*** RECORDS FOR THE EXERCISE ***

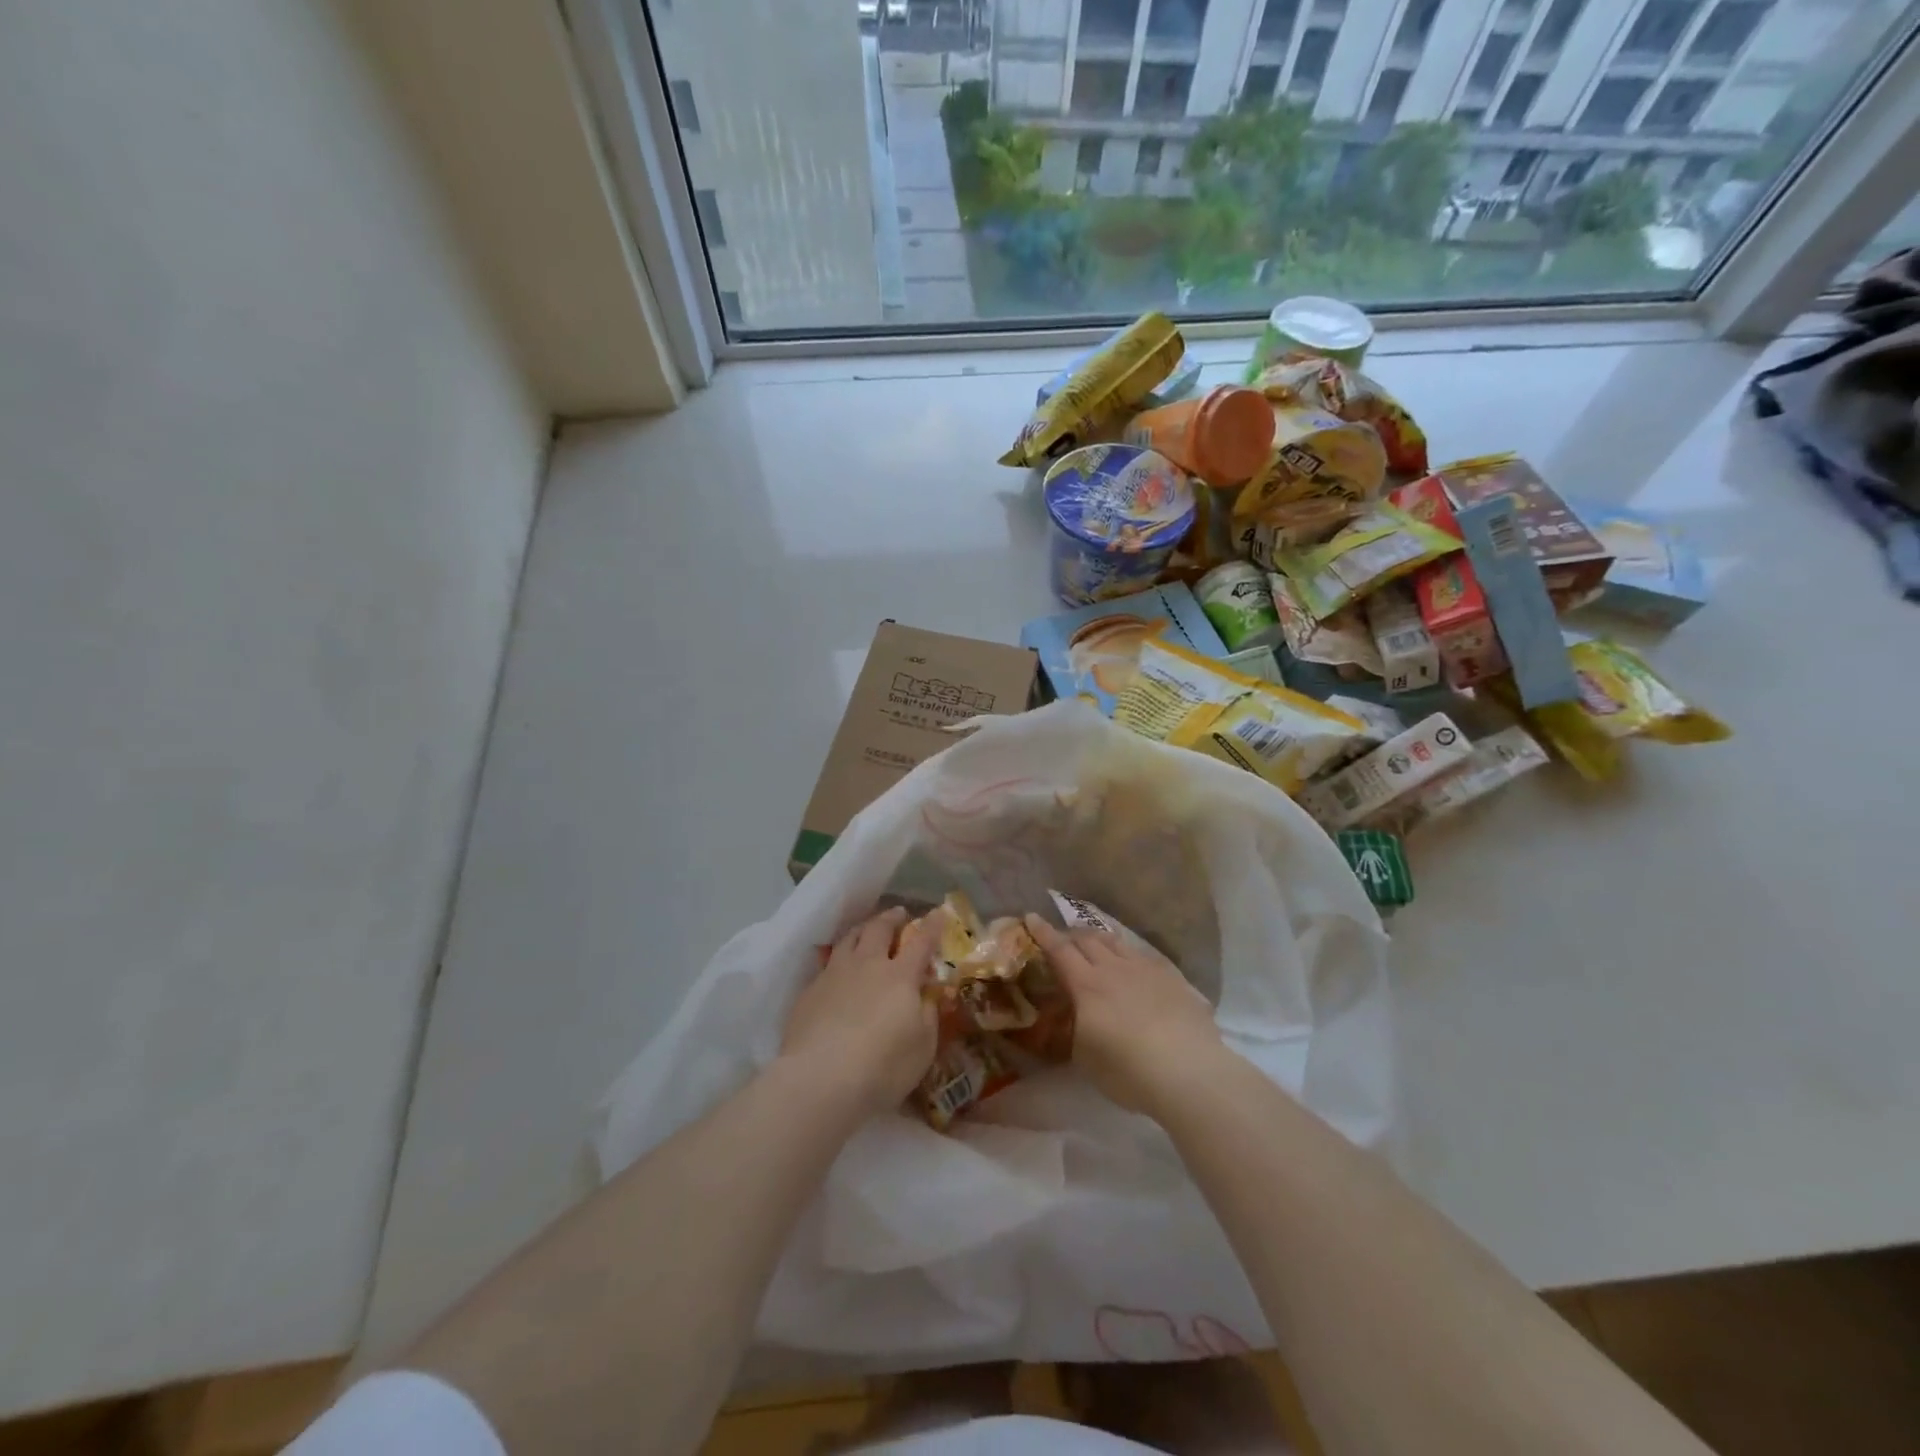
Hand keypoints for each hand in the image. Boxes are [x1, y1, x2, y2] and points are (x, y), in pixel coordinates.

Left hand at [781, 906, 945, 1111]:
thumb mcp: (922, 1048)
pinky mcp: (809, 991)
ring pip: (849, 939)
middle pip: (879, 929)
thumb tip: (928, 996)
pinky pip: (827, 964)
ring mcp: (834, 974)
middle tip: (899, 913)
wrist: (820, 1079)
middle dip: (892, 918)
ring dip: (862, 929)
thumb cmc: (882, 1067)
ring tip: (867, 929)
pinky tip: (838, 971)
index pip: (921, 942)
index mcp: (900, 976)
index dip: (932, 926)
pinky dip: (838, 959)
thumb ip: (928, 1017)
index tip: (939, 912)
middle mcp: (867, 965)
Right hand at [1023, 914, 1223, 1114]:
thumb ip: (1076, 1029)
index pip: (1059, 950)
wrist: (1188, 1071)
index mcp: (1087, 985)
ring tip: (1095, 943)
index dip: (1043, 933)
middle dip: (1070, 934)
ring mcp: (1146, 969)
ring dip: (1100, 940)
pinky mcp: (1173, 978)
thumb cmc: (1128, 1071)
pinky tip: (1134, 965)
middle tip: (1062, 938)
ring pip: (1117, 943)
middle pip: (1088, 940)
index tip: (1031, 916)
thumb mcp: (1085, 1057)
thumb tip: (1076, 1016)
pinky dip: (1129, 955)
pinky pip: (1144, 956)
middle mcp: (1114, 968)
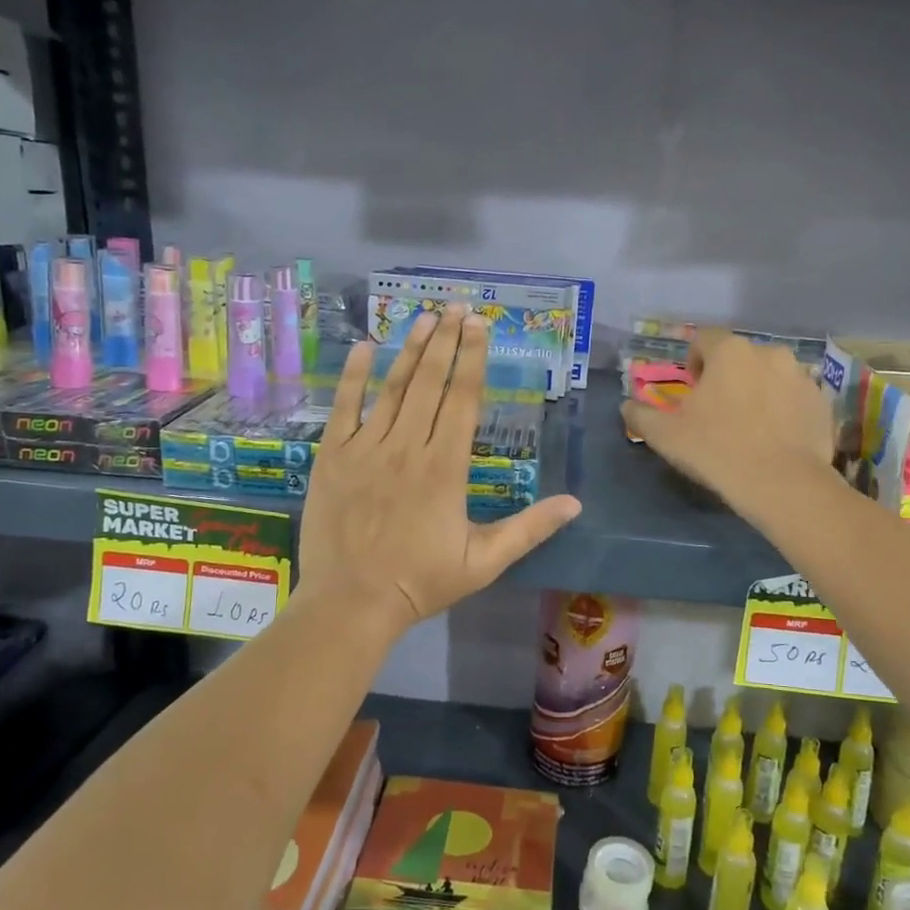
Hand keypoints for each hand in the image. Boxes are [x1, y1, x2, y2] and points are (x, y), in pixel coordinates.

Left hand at [298, 306, 581, 634]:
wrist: (352, 603)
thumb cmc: (422, 582)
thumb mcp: (485, 561)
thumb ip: (530, 528)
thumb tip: (575, 504)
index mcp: (446, 466)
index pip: (463, 398)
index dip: (473, 357)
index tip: (479, 325)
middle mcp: (408, 446)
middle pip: (431, 382)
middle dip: (446, 340)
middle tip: (457, 306)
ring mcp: (367, 448)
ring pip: (392, 388)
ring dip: (410, 349)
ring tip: (424, 317)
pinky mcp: (333, 456)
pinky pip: (344, 407)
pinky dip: (353, 376)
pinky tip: (363, 348)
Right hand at [622, 330, 837, 518]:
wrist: (782, 485)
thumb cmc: (716, 450)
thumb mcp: (665, 436)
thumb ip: (640, 415)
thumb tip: (627, 406)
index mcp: (729, 352)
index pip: (705, 339)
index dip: (694, 361)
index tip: (691, 391)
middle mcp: (769, 353)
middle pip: (740, 357)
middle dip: (727, 378)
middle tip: (717, 413)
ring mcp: (801, 376)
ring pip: (770, 376)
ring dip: (757, 391)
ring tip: (749, 427)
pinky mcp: (822, 403)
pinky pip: (795, 398)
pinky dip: (784, 410)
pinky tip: (775, 440)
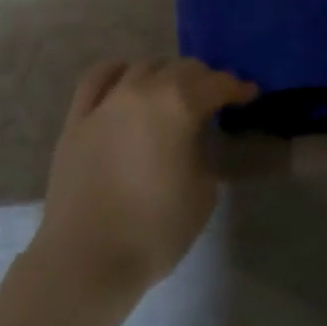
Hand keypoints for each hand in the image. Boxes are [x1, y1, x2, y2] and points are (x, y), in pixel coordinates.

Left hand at [32, 59, 256, 301]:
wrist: (86, 258)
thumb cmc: (154, 229)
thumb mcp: (203, 192)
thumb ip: (204, 153)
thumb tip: (193, 140)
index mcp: (179, 105)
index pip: (217, 84)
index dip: (237, 88)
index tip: (249, 94)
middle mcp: (142, 91)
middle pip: (181, 68)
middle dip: (203, 79)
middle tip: (214, 97)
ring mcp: (106, 102)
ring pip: (142, 67)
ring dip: (165, 74)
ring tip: (172, 91)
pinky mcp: (77, 118)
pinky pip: (97, 78)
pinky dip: (117, 71)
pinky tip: (125, 77)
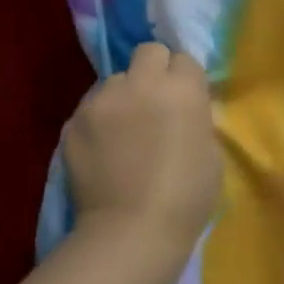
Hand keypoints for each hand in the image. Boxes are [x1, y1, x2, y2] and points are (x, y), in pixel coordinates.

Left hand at [65, 43, 222, 249]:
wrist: (131, 231)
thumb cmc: (187, 197)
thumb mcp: (211, 152)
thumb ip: (197, 119)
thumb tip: (184, 110)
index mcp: (182, 89)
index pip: (184, 59)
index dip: (185, 79)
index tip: (185, 101)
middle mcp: (141, 83)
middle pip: (148, 52)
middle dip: (154, 70)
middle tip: (155, 103)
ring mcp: (101, 101)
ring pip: (114, 81)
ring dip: (123, 96)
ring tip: (123, 131)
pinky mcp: (72, 123)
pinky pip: (90, 109)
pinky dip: (98, 122)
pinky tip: (103, 151)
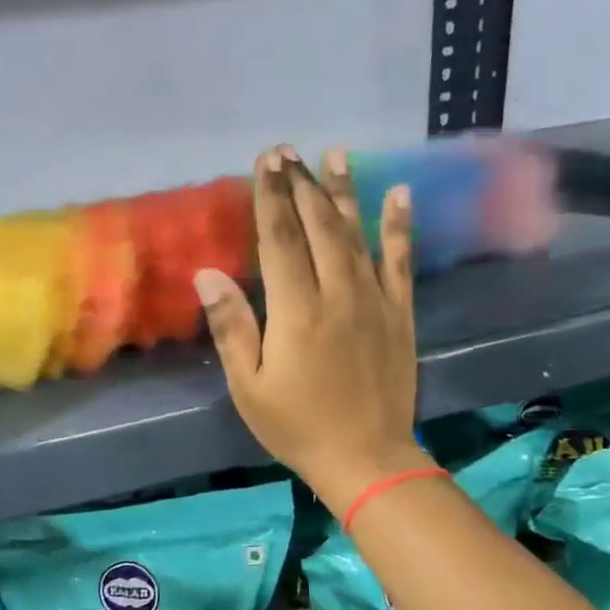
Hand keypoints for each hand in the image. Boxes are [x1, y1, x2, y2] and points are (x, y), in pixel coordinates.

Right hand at [195, 146, 428, 510]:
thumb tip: (208, 274)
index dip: (271, 197)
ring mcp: (375, 300)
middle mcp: (338, 293)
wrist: (367, 459)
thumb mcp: (249, 385)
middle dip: (301, 184)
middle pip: (318, 226)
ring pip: (357, 234)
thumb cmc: (296, 425)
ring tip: (336, 154)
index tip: (265, 161)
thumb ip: (232, 326)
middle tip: (288, 151)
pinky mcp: (400, 313)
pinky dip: (399, 226)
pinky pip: (401, 261)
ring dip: (344, 192)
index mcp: (296, 310)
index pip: (280, 239)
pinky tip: (398, 194)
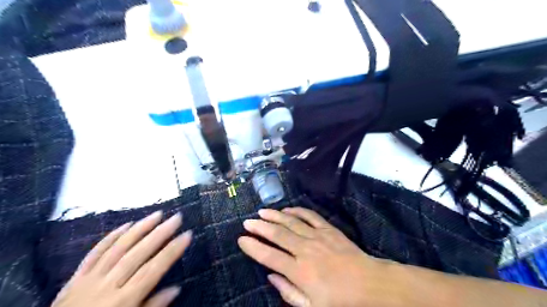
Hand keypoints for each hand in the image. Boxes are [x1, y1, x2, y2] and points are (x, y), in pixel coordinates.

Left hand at [50, 211, 191, 306]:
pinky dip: (111, 237)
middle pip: (138, 254)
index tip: (187, 234)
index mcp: (124, 301)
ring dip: (140, 228)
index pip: (154, 270)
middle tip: (177, 217)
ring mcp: (90, 279)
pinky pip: (94, 252)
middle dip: (160, 233)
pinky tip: (126, 224)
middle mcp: (108, 286)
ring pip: (118, 248)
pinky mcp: (75, 278)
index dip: (172, 251)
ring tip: (157, 214)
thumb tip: (176, 289)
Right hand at [238, 208, 395, 305]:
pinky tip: (288, 209)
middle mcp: (304, 250)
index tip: (241, 239)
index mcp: (299, 271)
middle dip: (259, 227)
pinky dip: (297, 211)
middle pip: (277, 234)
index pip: (269, 256)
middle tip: (247, 221)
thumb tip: (271, 276)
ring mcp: (317, 236)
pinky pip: (310, 216)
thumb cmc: (340, 300)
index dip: (253, 247)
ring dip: (275, 216)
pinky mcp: (328, 229)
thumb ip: (288, 291)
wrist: (370, 285)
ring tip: (262, 211)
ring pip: (291, 222)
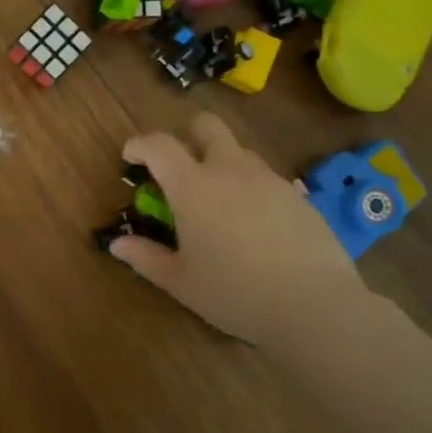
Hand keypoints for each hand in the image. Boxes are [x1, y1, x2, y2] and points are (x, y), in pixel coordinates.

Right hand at [109, 113, 369, 348]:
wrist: (314, 306)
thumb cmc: (234, 292)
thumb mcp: (180, 281)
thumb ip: (145, 257)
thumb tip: (117, 244)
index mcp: (192, 186)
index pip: (159, 144)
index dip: (140, 144)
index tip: (131, 157)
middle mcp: (229, 170)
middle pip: (207, 126)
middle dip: (188, 134)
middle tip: (179, 165)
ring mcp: (268, 179)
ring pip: (239, 151)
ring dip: (221, 163)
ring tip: (217, 201)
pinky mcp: (298, 196)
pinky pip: (266, 178)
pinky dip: (250, 188)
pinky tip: (252, 224)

*** End of RECORDS FOR THE EXERCISE ***

▶ [ACTIVITY] The answer is the listing above repeated verbatim, minus its images.

▶ [RESPONSE FOR THIS EXERCISE]
Hand keypoints for each hand in the image. Boxes are [x1, y1, x2, y2] and points are (x, y), in pixel coordinates.

Left hand at [781, 906, 945, 1111]:
thumb mcp: (922, 1048)
pinky mcp: (809, 991)
ring pip: (849, 939)
middle pip: (879, 929)
thumb tip: (928, 996)
pinky pip: (827, 964)
ring mcp: (834, 974)
middle tip: (899, 913)
wrist: (820, 1079)
middle dip: (892, 918)
ring dip: (862, 929)
thumb cmc: (882, 1067)
ring tip: (867, 929)
pinky tip: (838, 971)
index pip: (921, 942)
index mcp: (900, 976)
index dip: (932, 926)
pinky dip: (838, 959)
thumb ip: (928, 1017)
index tip: (939, 912)
middle mcp: (867, 965)
Right hand at [1023, 914, 1223, 1114]:
thumb ip: (1076, 1029)
index pip: (1059, 950)
wrist: (1188, 1071)
index mcp: (1087, 985)
ring tip: (1095, 943)
index dip: (1043, 933)
middle dip: (1070, 934)
ring mcp: (1146, 969)
ring dip: (1100, 940)
pinky mcp: (1173, 978)
thumb cmc: (1128, 1071)
pinky tip: (1134, 965)
middle tip: (1062, 938)
ring pip: (1117, 943)
middle pip: (1088, 940)
index tip: (1031, 916)
thumb mcp: (1085, 1057)
thumb tip: (1076, 1016)
pinky dip: (1129, 955)
pinky pip: (1144, 956)
middle mcp: (1114, 968)
Hand keypoints for each hand in the image. Boxes are [x1, y1, x2, y2] and points are (x, y), in pixel coordinates.

Left hand at [298, 306, 581, 634]:
wrist: (352, 603)
thumb cmc: (422, 582)
thumb mcp: (485, 561)
thumb ip: (530, 528)
thumb tip: (575, 504)
index mcp: (446, 466)
index pip: (463, 398)
index dip: (473, 357)
index tip: (479, 325)
middle mcp: (408, 446)
middle pip: (431, 382)
middle dip: (446, 340)
middle tip: (457, 306)
ring mcp: (367, 448)
ring pip: (392, 388)
ring dip: (410, 349)
ring tip: (424, 317)
pinky mcp: (333, 456)
pinky pip: (344, 407)
pinky dip: (353, 376)
pinky tip: (363, 348)
Right hand at [622, 330, 837, 518]:
wrist: (782, 485)
thumb cmc: (716, 450)
thumb mcp: (665, 436)
thumb ip: (640, 415)
thumb tip: (627, 406)
index mcp: (729, 352)
index pip: (705, 339)
index dip: (694, 361)
index tip: (691, 391)
middle mcp: (769, 353)
middle pip: (740, 357)
middle dip: (727, 378)
middle tip: (717, 413)
ring mcp: (801, 376)
ring pip: (770, 376)
ring dip: (757, 391)
ring tip: (749, 427)
pinky mcp: (822, 403)
pinky pip: (795, 398)
pinky dip: (784, 410)
pinky tip: (775, 440)
Hand keypoints for each hand in the image. Boxes are [x1, y1, x2, y2] and points are (x, y), in pixel coordinates.

Left hand at [32, 59, 256, 301]:
wrist: (86, 258)
thumb cmc: (154, 229)
thumb mcp: (203, 192)
thumb ip: (204, 153)
thumb tip: (193, 140)
index mcp: (179, 105)
index pip: (217, 84)
index dip: (237, 88)
index tip: (249, 94)
middle mcp: (142, 91)
middle pip: (181, 68)
middle dip: (203, 79)
middle tip: (214, 97)
ring mcp: (106, 102)
ring pip: (142, 67)
ring dip: (165, 74)
ring tip: (172, 91)
pinky mcp: (77, 118)
pinky pip: (97, 78)
pinky dip: (117, 71)
pinky tip: (125, 77)
Hand keypoints for each hand in the image. Boxes are [x1, y1, x2, y2] and points are (x, y), in pixel coordinates.

Left hand at [65, 43, 222, 249]:
wrist: (131, 231)
thumb cmc: (187, 197)
thumb mcp: (211, 152)
thumb ip: (197, 119)
thumb tip: (184, 110)
index mcp: (182, 89)
index pip: (184, 59)
index dip: (185, 79)
index tip: (185, 101)
middle mcp: (141, 83)
middle pip: (148, 52)
middle dip: (154, 70)
middle tip: (155, 103)
ring mcp: (101, 101)
ring pip: (114, 81)
ring dip: (123, 96)
ring tip: (123, 131)
pinky mcp: (72, 123)
pinky pip: (90, 109)
pinky dip: (98, 122)
pinky tip: (103, 151)
Hand keypoints for each hand in the image. Boxes are [x1, y1, x2, y2] and points are (x, y), in pixel coordinates.

Right hand at [195, 146, 428, 510]:
thumb tip: (208, 274)
index dip: (271, 197)
ring mcp: (375, 300)
middle mcp: (338, 293)
wrist: (367, 459)
thumb mcp: (249, 385)
middle dip: (301, 184)
middle pip: (318, 226)
ring pip: (357, 234)
thumb cmc: (296, 425)
ring tip: (336, 154)
index tip: (265, 161)
thumb ip: (232, 326)
middle tip: (288, 151)
pinky mcp: (400, 313)
pinky dip: (399, 226)
pinky pip: (401, 261)
ring dip: (344, 192)
index mcp: (296, 310)
index pip: (280, 239)
pinky tip: (398, 194)
Hand keypoints for each hand in the image. Boxes are [x1, y1, x2, y2] and points are (x, y), in pixel coordinates.

Left hand at [50, 211, 191, 306]:
pinky dip: (111, 237)
middle pip: (138, 254)
index tip: (187, 234)
index mcp: (124, 301)
ring dip: (140, 228)
index pip: (154, 270)
middle tip: (177, 217)
ring mcp: (90, 279)
pinky pip: (94, 252)
middle dip: (160, 233)
pinky tip: (126, 224)
middle mcp: (108, 286)
ring pip: (118, 248)
pinky mcp: (75, 278)
index dip: (172, 251)
ring tip: (157, 214)
thumb tip: (176, 289)
Right hand at [238, 208, 395, 305]:
pinky tip: (288, 209)
middle mcp: (304, 250)
index tip: (241, 239)
index mcp: (299, 271)
middle dip: (259, 227)
pinky dip: (297, 211)
middle pip: (277, 234)
index pip: (269, 256)
middle tip: (247, 221)
thumb tip: (271, 276)
ring mcp: (317, 236)
pinky pip: (310, 216)
thumb cmc: (340, 300)
index dip: (253, 247)
ring dip: (275, 216)
pinky mcp: (328, 229)
thumb ip: (288, 291)
wrist: (370, 285)
ring tip: (262, 211)
ring pip: (291, 222)
Hand keypoints for each hand in the image. Boxes are [x1, y1, x2, y2] and points are (x, y), in pixel coordinates.

Right hand at [109, 113, 369, 348]:
wrist: (314, 306)
thumb cmc: (234, 292)
thumb mcp: (180, 281)
thumb ip: (145, 257)
thumb tip: (117, 244)
index mcp: (192, 186)
index pip: (159, 144)
index dip: (140, 144)
index tip: (131, 157)
middle mcp: (229, 170)
middle pip: (207, 126)
middle dip: (188, 134)
middle tip: (179, 165)
ring mcp: (268, 179)
ring pip: (239, 151)
ring dip: (221, 163)
ring tip: (217, 201)
pinky mcp: (298, 196)
pinky pip: (266, 178)
pinky dip: (250, 188)
pinky tip: (252, 224)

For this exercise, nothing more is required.